Inexperienced in government, she plunged into all manner of useless
expenditure, and swamped her treasury almost in a day. She squandered
millions of francs on a navy which she did not need, and the first time
she took her new toy into action she got it knocked higher than
Gilderoy's kite--to use the language of the Pilgrims.
But it is an ill-wind that blows nobody good. A year ago, when Italy saw
utter ruin staring her in the face and her greenbacks hardly worth the
paper they were printed on, her Parliament ventured upon a 'coup de main'
that would have appalled the stoutest of her statesmen under less
desperate circumstances. They, in a manner, confiscated the domains of
the Church! This in priest-ridden Italy! This in a land which has
groped in the midnight of priestly superstition for sixteen hundred
years! It was a rare good fortune for Italy, the stress of weather that
drove her to break from this prison-house.

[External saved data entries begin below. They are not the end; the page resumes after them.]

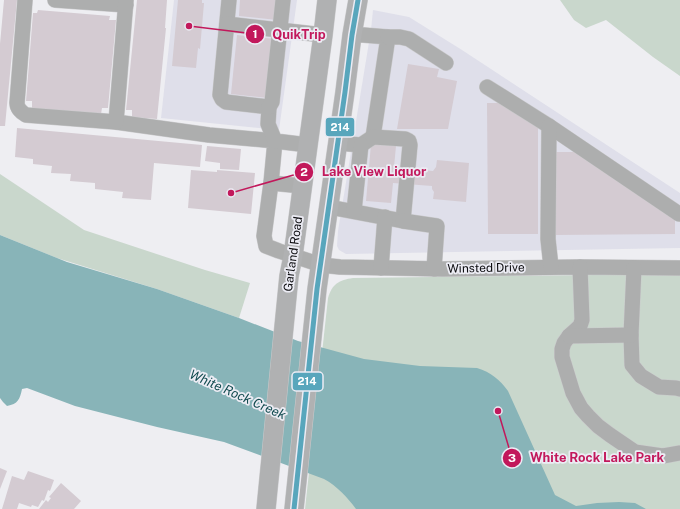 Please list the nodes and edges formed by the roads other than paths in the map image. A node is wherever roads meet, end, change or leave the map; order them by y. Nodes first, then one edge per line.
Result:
1 (25, 0) edge
2 (55, 0) edge
3 (229, 0) edge
4 (283, 0) edge
5 (327, 0) edge
6 (358, 0) edge
7 (126, 3) edge
8 (227, 24) junction
9 (280, 30) junction
10 (323, 35) junction
11 (352, 35) junction
12 (388, 37) junction
13 (446, 63) dead end
14 (487, 87) dead end
15 (269, 107) junction
16 (116, 122) junction
17 (549, 126) junction
18 (275, 141) junction
19 (367, 141) junction
20 (338, 143) junction
21 (308, 145) junction
22 (271, 183) junction
23 (302, 186) junction
24 (328, 207) junction
25 (354, 211) junction
26 (679, 214) edge
27 (385, 217) junction
28 (403, 221) junction
29 (293, 256) junction
30 (321, 265) junction
31 (551, 267) junction
32 (580, 267) junction
33 (381, 268) junction
34 (634, 268) junction
35 (680, 268) edge
36 (434, 269) junction
37 (631, 335) junction
38 (569, 336) junction
39 (680, 389) edge
40 (680, 453) edge
41 (266, 509) edge
42 (294, 509) edge

1 - 16 street
2 - 7 street
3 - 8 street
4 - 9 street
5 - 10 main road, Garland Road
6 - 11 main road
7 - 16 street
8 - 9 street
8 - 15 street
9 - 10 street
9 - 15 street
10 - 11 main road
10 - 21 main road, Garland Road
11 - 12 street
11 - 20 main road
12 - 13 street
12 - 19 street
14 - 17 street
15 - 18 street
16 - 18 street
17 - 26 street
17 - 31 street
18 - 21 street
18 - 22 street
19 - 20 street
19 - 25 street
19 - 28 street
20 - 24 main road
21 - 23 main road, Garland Road
22 - 23 street
22 - 29 street, Winsted Drive
23 - 29 main road, Garland Road
24 - 25 street
24 - 30 main road
25 - 27 street
27 - 28 street
27 - 33 street
28 - 36 street
29 - 30 street, Winsted Drive
29 - 41 main road, Garland Road
30 - 33 street, Winsted Drive
30 - 42 main road
31 - 32 street, Winsted Drive
31 - 36 street, Winsted Drive
32 - 34 street, Winsted Drive
32 - 38 street
33 - 36 street, Winsted Drive
34 - 35 street, Winsted Drive
34 - 37 street
37 - 38 street
37 - 39 street
38 - 40 street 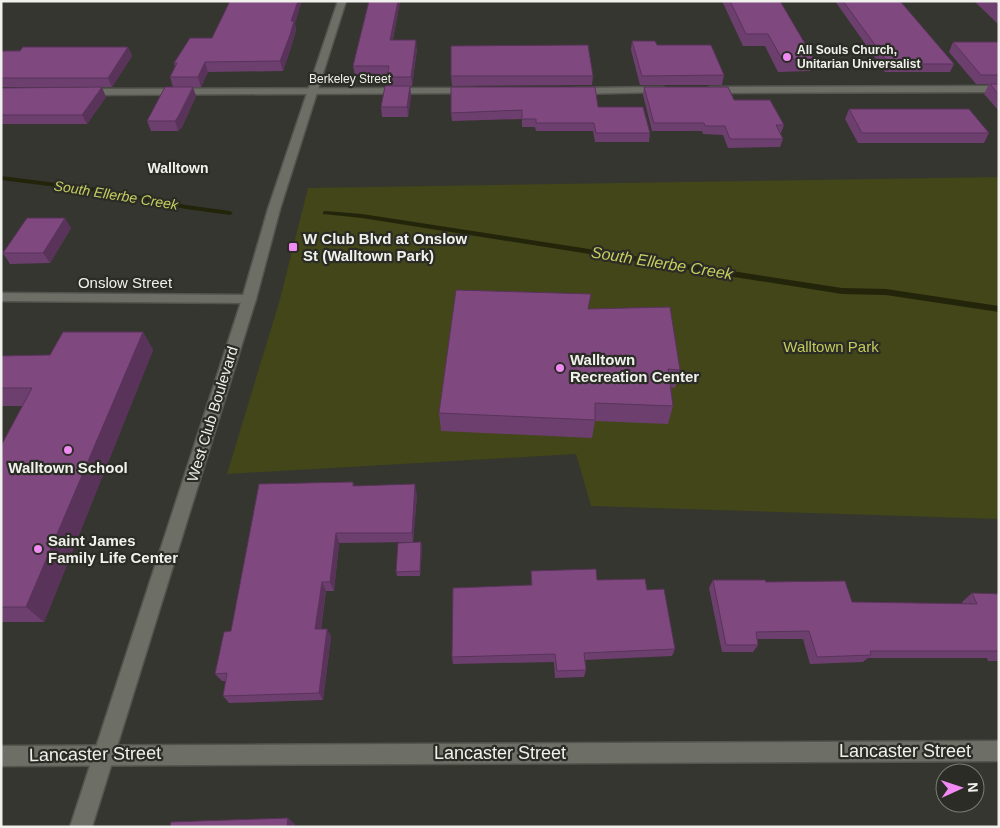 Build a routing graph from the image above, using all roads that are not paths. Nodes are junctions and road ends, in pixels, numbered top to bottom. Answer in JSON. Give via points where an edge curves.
{"nodes":[{"id":1,"x":342,"y":1,"type":"edge"},
{"id":2,"x":999,"y":89,"type":"edge"},
{"id":3,"x":674,"y":90,"type":"edge"},
{"id":4,"x":704,"y":90,"type":"edge"},
{"id":5,"x":485,"y":91,"type":"edge"},
{"id":6,"x":565,"y":91,"type":"edge"},
{"id":7,"x":71,"y":92,"type":"edge"},
{"id":8,"x":312,"y":92,"type":"junction"},
{"id":9,"x":1,"y":298,"type":"edge"},
{"id":10,"x":249,"y":299,"type":"junction"},
{"id":11,"x":999,"y":751,"type":"edge"},
{"id":12,"x":102,"y":754,"type":"junction"},
{"id":13,"x":1,"y":756,"type":"edge"},
{"id":14,"x":80,"y":827,"type":"edge"}],
"edges":[{"from":1,"to":8,"type":"street","name":"West Club Boulevard"},
{"from":2,"to":4,"type":"street"},
{"from":3,"to":6,"type":"street"},
{"from":5,"to":8,"type":"street","name":"Berkeley Street"},
{"from":7,"to":8,"type":"street","name":"Berkeley Street"},
{"from":8,"to":10,"type":"street","name":"West Club Boulevard"},
{"from":9,"to":10,"type":"street","name":"Onslow Street"},
{"from":10,"to":12,"type":"street","name":"West Club Boulevard"},
{"from":11,"to":12,"type":"street","name":"Lancaster Street"},
{"from":12,"to":13,"type":"street","name":"Lancaster Street"},
{"from":12,"to":14,"type":"street","name":"West Club Boulevard"}]}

They do not call it confiscating the church property. That would sound
too harshly yet. But it amounts to that. There are thousands of
churches in Italy, each with untold millions of treasures stored away in
its closets, and each with its battalion of priests to be supported.
And then there are the estates of the Church--league on league of the
richest lands and the noblest forests in all Italy--all yielding immense
revenues to the Church, and none paying a cent in taxes to the State.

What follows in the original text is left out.